--- START ---

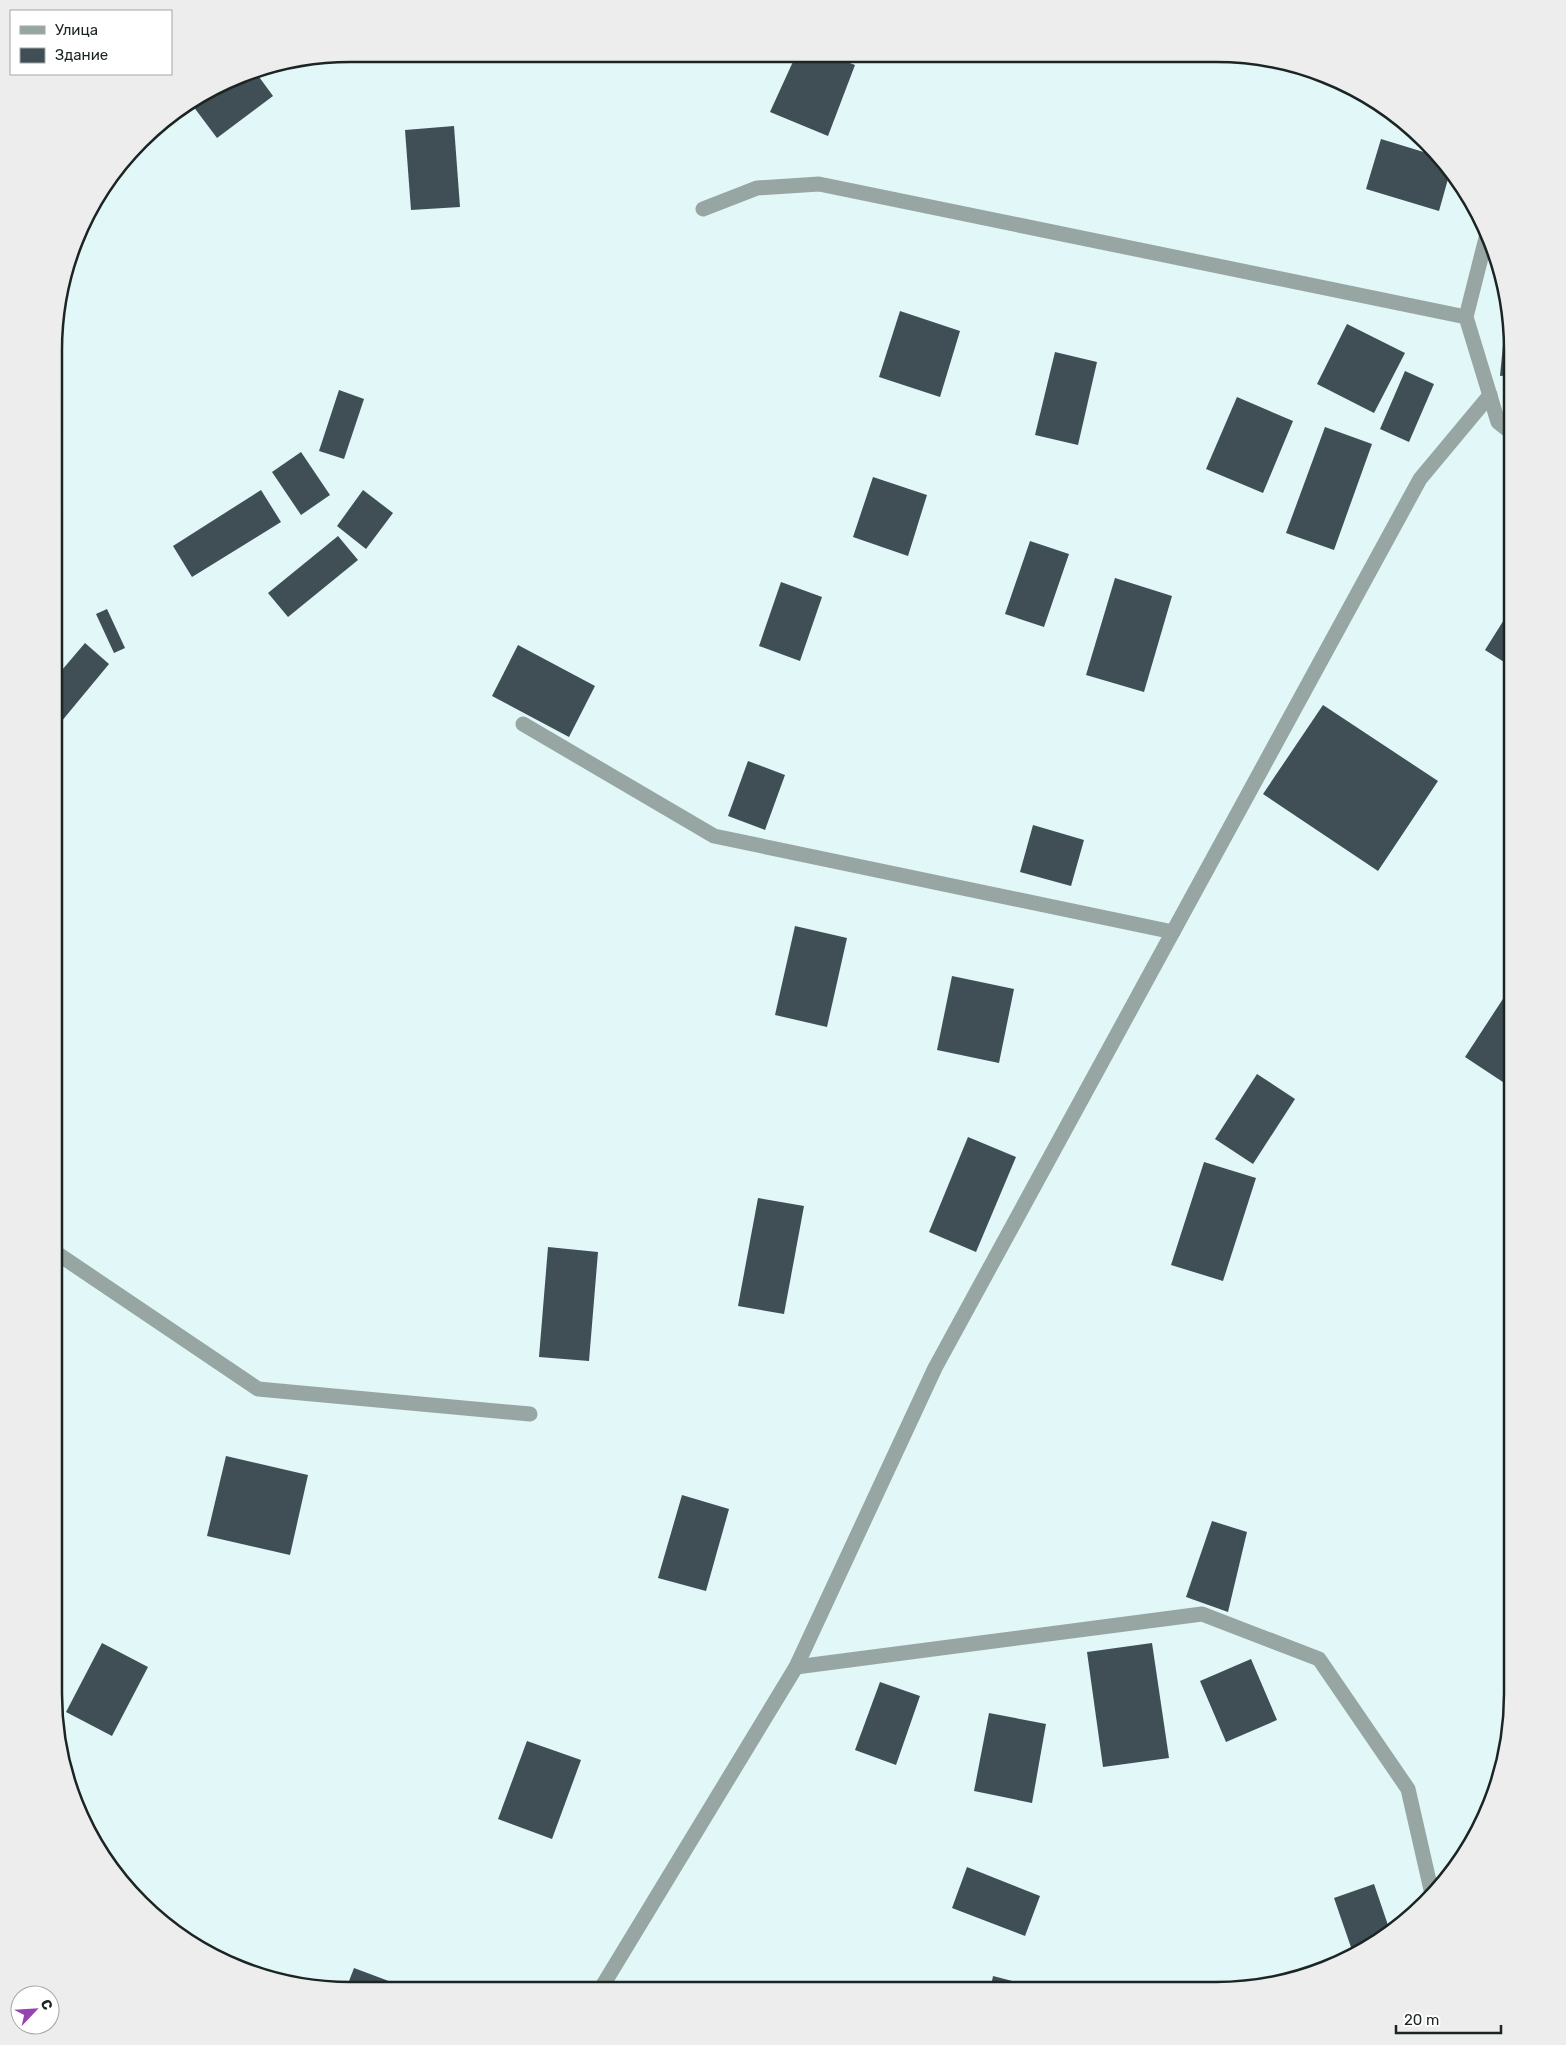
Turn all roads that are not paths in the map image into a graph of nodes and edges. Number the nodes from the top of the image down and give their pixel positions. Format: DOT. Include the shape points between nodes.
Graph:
graph roads {
  1 [pos="703,209"];
  2 [pos="1484,246"];
  3 [pos="1466,317"];
  4 [pos="1490,395"];
  5 [pos="1504,427"];
  6 [pos="523,724"];
  7 [pos="1173,932"];
  8 [pos="62,1257"];
  9 [pos="530,1414"];
  10 [pos="796,1667"];
  11 [pos="1430,1886"];
  12 [pos="605,1982"];
  1 -- 3 [label="street" via="757,188 819,184"];
  2 -- 3 [label="street"];
  3 -- 4 [label="street"];
  4 -- 5 [label="street" via="1498,422"];
  4 -- 7 [label="street" via="1420,479"];
  6 -- 7 [label="street" via="714,836"];
  7 -- 10 [label="street" via="935,1368"];
  8 -- 9 [label="street" via="258,1389"];
  10 -- 11 [label="street" via="1202,1614 1319,1659 1408,1788"];
  10 -- 12 [label="street"];
}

--- END ---

== Instructions to follow ==
Every record must be duplicated exactly, except for the pictures, which are left out.

== Reply to the task ==
Turn all roads that are not paths in the map image into a graph of nodes and edges. Number the nodes from the top of the image down and give their pixel positions. Format: DOT. Include the shape points between nodes.
Graph:
graph roads {
  1 [pos="703,209"];
  2 [pos="1484,246"];
  3 [pos="1466,317"];
  4 [pos="1490,395"];
  5 [pos="1504,427"];
  6 [pos="523,724"];
  7 [pos="1173,932"];
  8 [pos="62,1257"];
  9 [pos="530,1414"];
  10 [pos="796,1667"];
  11 [pos="1430,1886"];
  12 [pos="605,1982"];
  1 -- 3 [label="street" via="757,188 819,184"];
  2 -- 3 [label="street"];
  3 -- 4 [label="street"];
  4 -- 5 [label="street" via="1498,422"];
  4 -- 7 [label="street" via="1420,479"];
  6 -- 7 [label="street" via="714,836"];
  7 -- 10 [label="street" via="935,1368"];
  8 -- 9 [label="street" via="258,1389"];
  10 -- 11 [label="street" via="1202,1614 1319,1659 1408,1788"];
  10 -- 12 [label="street"];
}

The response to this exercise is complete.